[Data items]
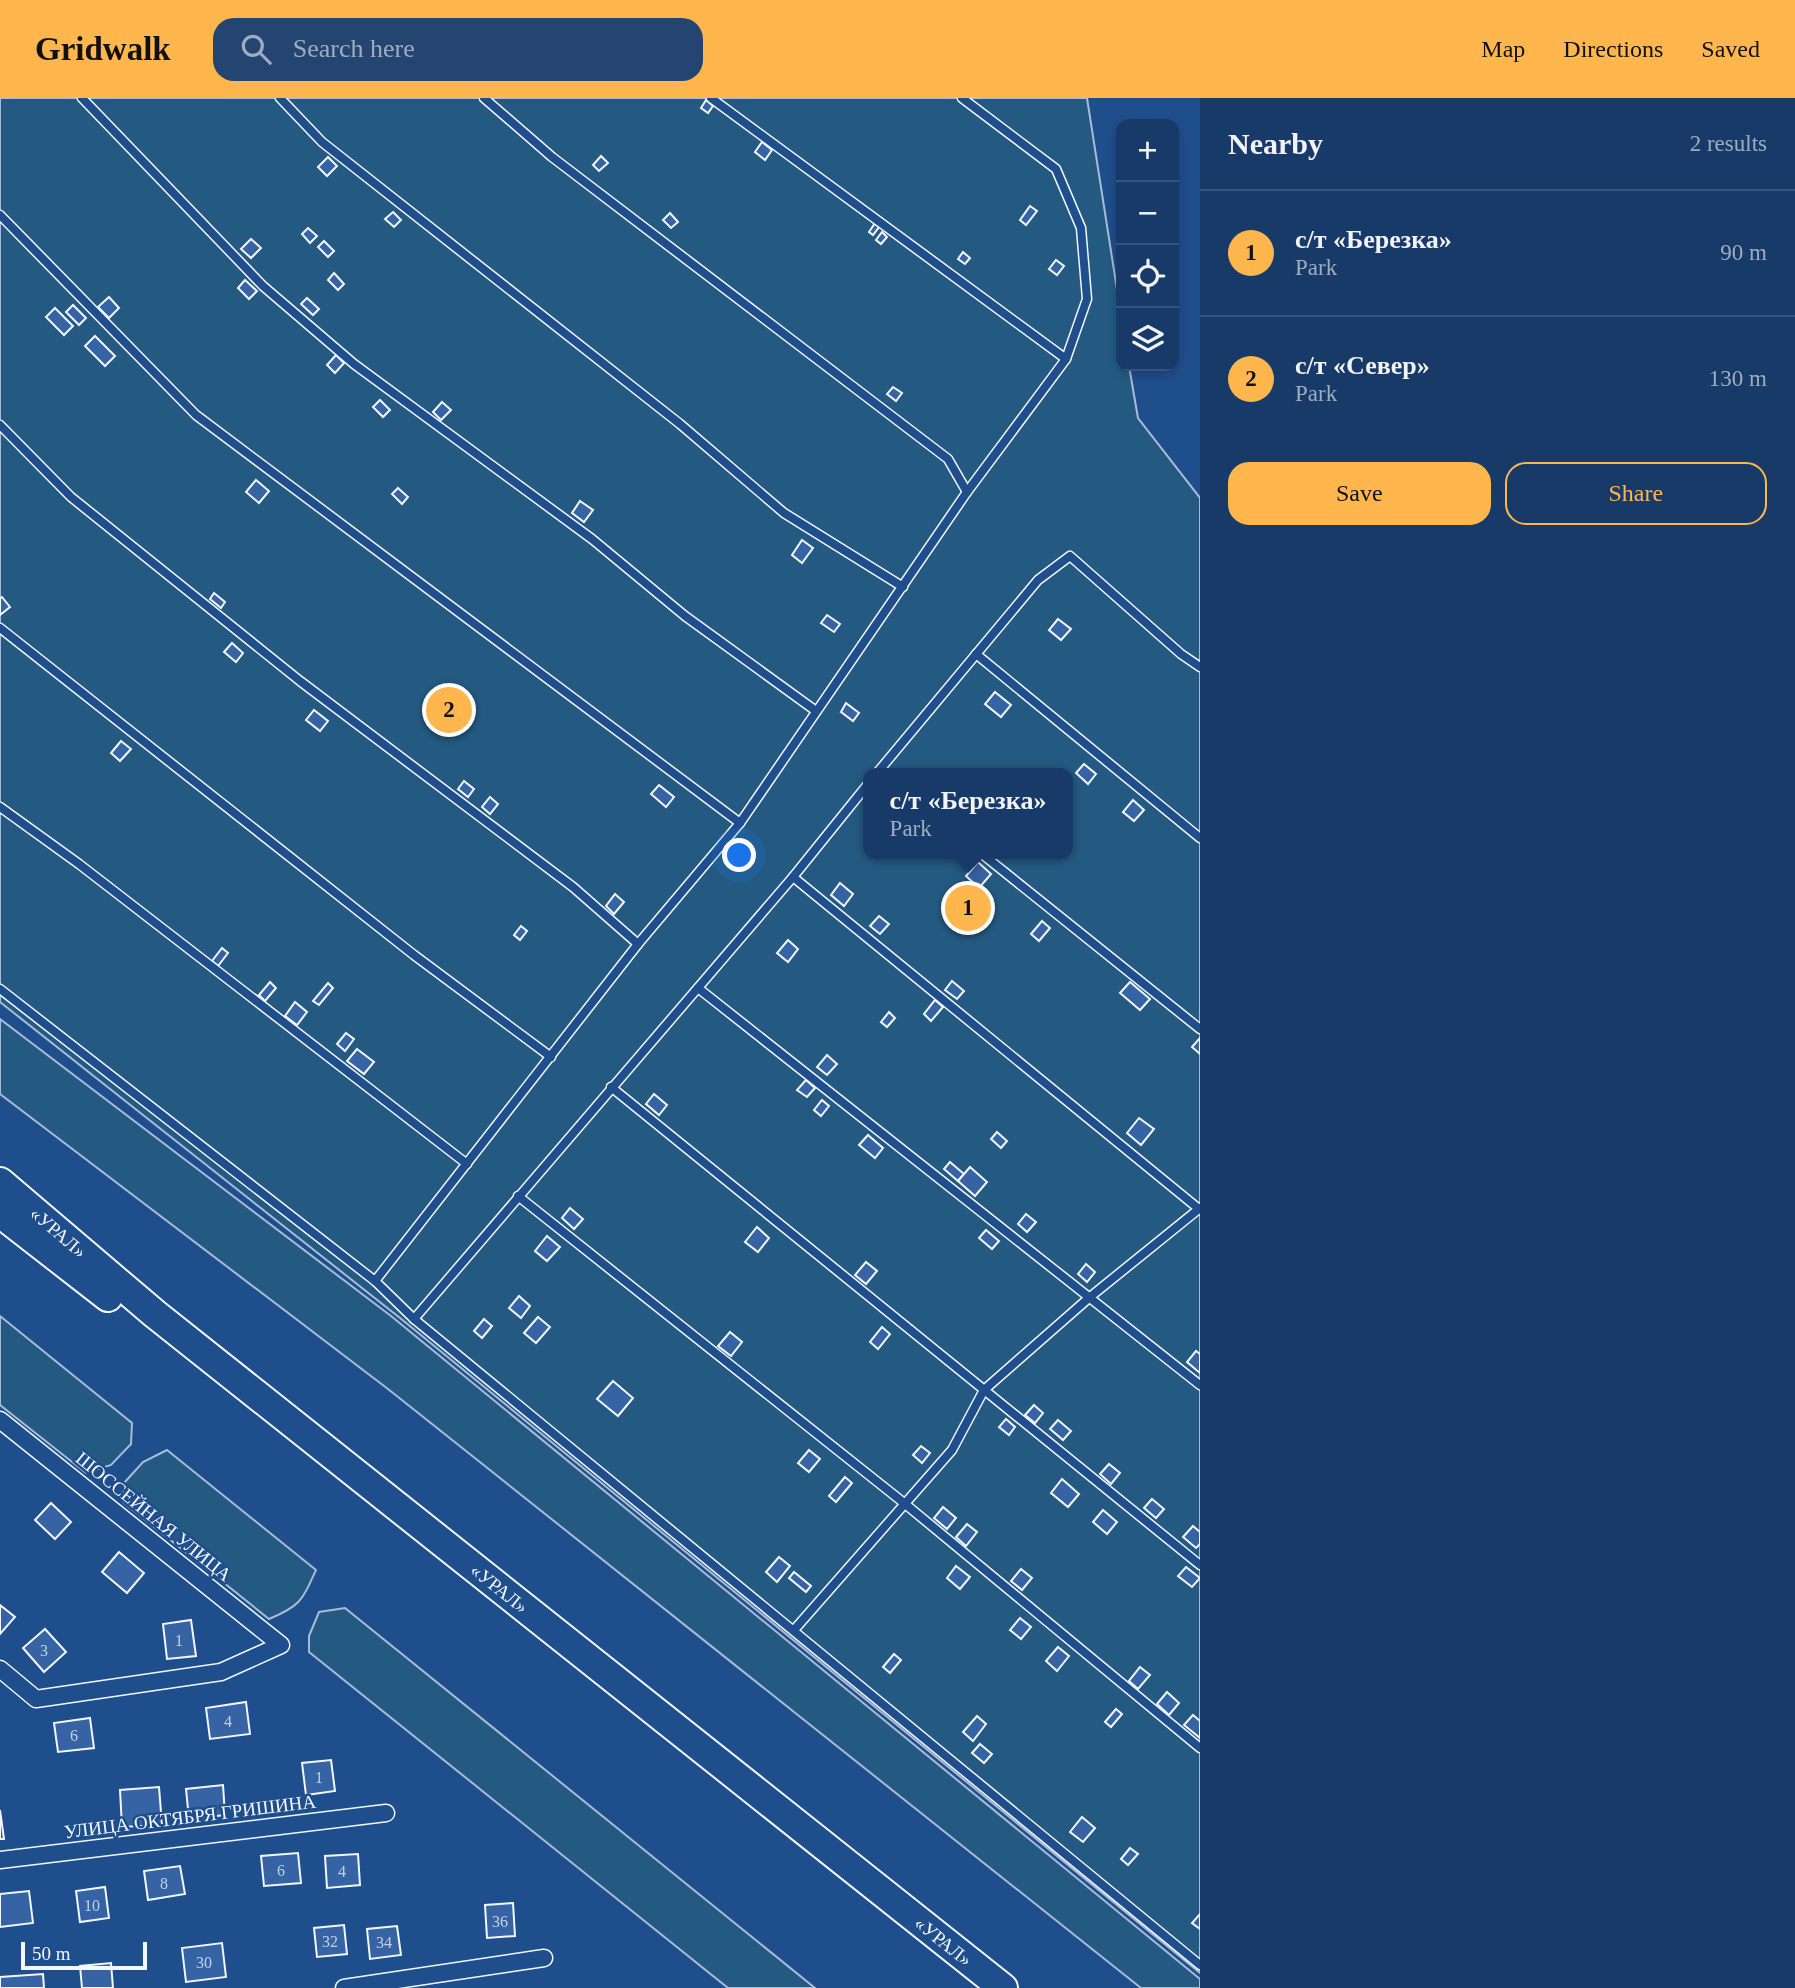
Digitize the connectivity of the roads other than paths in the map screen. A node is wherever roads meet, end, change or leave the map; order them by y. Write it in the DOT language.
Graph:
graph roads {
  1 [pos="82,98"];
  2 [pos="280,98"];
  3 [pos="484,98"];
  4 [pos="711,98"];
  5 [pos="962,98"];
  6 [pos="0,215"];
  7 [pos="1066,359"];
  8 [pos="0,425"];
  9 [pos="967,492"];
  10 [pos="903,587"];
  11 [pos="0,628"];
  12 [pos="976,654"];
  13 [pos="1200,667"];
  14 [pos="816,711"];
  15 [pos="882,768"];
  16 [pos="863,789"];
  17 [pos="0,807"];
  18 [pos="740,823"];
  19 [pos="1200,838"];
  20 [pos="988,859"];
  21 [pos="793,877"];
  22 [pos="638,944"];
  23 [pos="698,988"];
  24 [pos="0,989"];
  25 [pos="1200,1029"];
  26 [pos="551,1057"];
  27 [pos="611,1087"];
  28 [pos="467,1164"];
  29 [pos="0,1182"];
  30 [pos="518,1196"];
  31 [pos="1199,1209"];
  32 [pos="0,1213"];
  33 [pos="375,1281"];
  34 [pos="1090,1297"];
  35 [pos="414,1319"];
  36 [pos="1200,1385"];
  37 [pos="984,1390"];
  38 [pos="0,1420"];
  39 [pos="904,1503"];
  40 [pos="1200,1565"];
  41 [pos="794,1630"];
  42 [pos="0,1669"];
  43 [pos="1200,1748"];
  44 [pos="386,1813"];
  45 [pos="0,1860"];
  46 [pos="544,1958"];
  47 [pos="1200,1965"];
  48 [pos="344,1988"];
  49 [pos="975,1988"];
  50 [pos="1003,1988"];
  1 -- 14 [label="lane"];
  2 -- 10 [label="lane"];
  3 -- 9 [label="lane"];
  4 -- 7 [label="lane"];
  5 -- 7 [label="lane"];
  6 -- 18 [label="lane"];
  7 -- 9 [label="lane"];
  8 -- 22 [label="lane"];
  9 -- 10 [label="lane"];
  10 -- 14 [label="lane"];
  11 -- 26 [label="lane"];
  12 -- 13 [label="lane"];
  12 -- 15 [label="lane"];
  12 -- 19 [label="lane"];
  14 -- 18 [label="lane"];
  16 -- 21 [label="lane"];
  17 -- 28 [label="lane"];
  18 -- 22 [label="lane"];
  20 -- 25 [label="lane"];
  21 -- 23 [label="lane"];
  21 -- 31 [label="lane"];
  22 -- 26 [label="lane"];
  23 -- 27 [label="lane"];
  23 -- 34 [label="lane"];
  24 -- 33 [label="lane"];
  26 -- 28 [label="lane"];
  27 -- 30 [label="lane"];
  27 -- 37 [label="lane"];
  28 -- 33 [label="lane"];
  29 -- 50 [label="highway, «УРАЛ»"];
  30 -- 35 [label="lane"];
  30 -- 39 [label="lane"];
  31 -- 34 [label="lane"];
  32 -- 49 [label="highway, «УРАЛ»"];
  33 -- 35 [label="lane"];
  34 -- 36 [label="lane"];
  34 -- 37 [label="lane"];
  35 -- 41 [label="lane"];
  37 -- 39 [label="lane"];
  37 -- 40 [label="lane"];
  38 -- 42 [label="street, ШОССЕЙНАЯ УЛИЦА"];
  39 -- 41 [label="lane"];
  39 -- 43 [label="lane"];
  41 -- 47 [label="lane"];
  44 -- 45 [label="street, УЛИЦА ОКТЯБРЯ ГРИШИНА"];
  46 -- 48 [label="street"];
}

▸ EXERCISE AIM
Could you copy all of the entries above exactly, without the pictures?

▸ SOLUTION FOR THIS EXERCISE
Digitize the connectivity of the roads other than paths in the map screen. A node is wherever roads meet, end, change or leave the map; order them by y. Write it in the DOT language.
Graph:
graph roads {
  1 [pos="82,98"];
  2 [pos="280,98"];
  3 [pos="484,98"];
  4 [pos="711,98"];
  5 [pos="962,98"];
  6 [pos="0,215"];
  7 [pos="1066,359"];
  8 [pos="0,425"];
  9 [pos="967,492"];
  10 [pos="903,587"];
  11 [pos="0,628"];
  12 [pos="976,654"];
  13 [pos="1200,667"];
  14 [pos="816,711"];
  15 [pos="882,768"];
  16 [pos="863,789"];
  17 [pos="0,807"];
  18 [pos="740,823"];
  19 [pos="1200,838"];
  20 [pos="988,859"];
  21 [pos="793,877"];
  22 [pos="638,944"];
  23 [pos="698,988"];
  24 [pos="0,989"];
  25 [pos="1200,1029"];
  26 [pos="551,1057"];
  27 [pos="611,1087"];
  28 [pos="467,1164"];
  29 [pos="0,1182"];
  30 [pos="518,1196"];
  31 [pos="1199,1209"];
  32 [pos="0,1213"];
  33 [pos="375,1281"];
  34 [pos="1090,1297"];
  35 [pos="414,1319"];
  36 [pos="1200,1385"];
  37 [pos="984,1390"];
  38 [pos="0,1420"];
  39 [pos="904,1503"];
  40 [pos="1200,1565"];
  41 [pos="794,1630"];
  42 [pos="0,1669"];
  43 [pos="1200,1748"];
  44 [pos="386,1813"];
  45 [pos="0,1860"];
  46 [pos="544,1958"];
  47 [pos="1200,1965"];
  48 [pos="344,1988"];
  49 [pos="975,1988"];
  50 [pos="1003,1988"];
  1 -- 14 [label="lane"];
  2 -- 10 [label="lane"];
  3 -- 9 [label="lane"];
  4 -- 7 [label="lane"];
  5 -- 7 [label="lane"];
  6 -- 18 [label="lane"];
  7 -- 9 [label="lane"];
  8 -- 22 [label="lane"];
  9 -- 10 [label="lane"];
  10 -- 14 [label="lane"];
  11 -- 26 [label="lane"];
  12 -- 13 [label="lane"];
  12 -- 15 [label="lane"];
  12 -- 19 [label="lane"];
  14 -- 18 [label="lane"];
  16 -- 21 [label="lane"];
  17 -- 28 [label="lane"];
  18 -- 22 [label="lane"];
  20 -- 25 [label="lane"];
  21 -- 23 [label="lane"];
  21 -- 31 [label="lane"];
  22 -- 26 [label="lane"];
  23 -- 27 [label="lane"];
  23 -- 34 [label="lane"];
  24 -- 33 [label="lane"];
  26 -- 28 [label="lane"];
  27 -- 30 [label="lane"];
  27 -- 37 [label="lane"];
  28 -- 33 [label="lane"];
  29 -- 50 [label="highway, «УРАЛ»"];
  30 -- 35 [label="lane"];
  30 -- 39 [label="lane"];
  31 -- 34 [label="lane"];
  32 -- 49 [label="highway, «УРАЛ»"];
  33 -- 35 [label="lane"];
  34 -- 36 [label="lane"];
  34 -- 37 [label="lane"];
  35 -- 41 [label="lane"];
  37 -- 39 [label="lane"];
  37 -- 40 [label="lane"];
  38 -- 42 [label="street, ШОССЕЙНАЯ УЛИЦА"];
  39 -- 41 [label="lane"];
  39 -- 43 [label="lane"];
  41 -- 47 [label="lane"];
  44 -- 45 [label="street, УЛИЦА ОКТЯБРЯ ГРИШИНА"];
  46 -- 48 [label="street"];
}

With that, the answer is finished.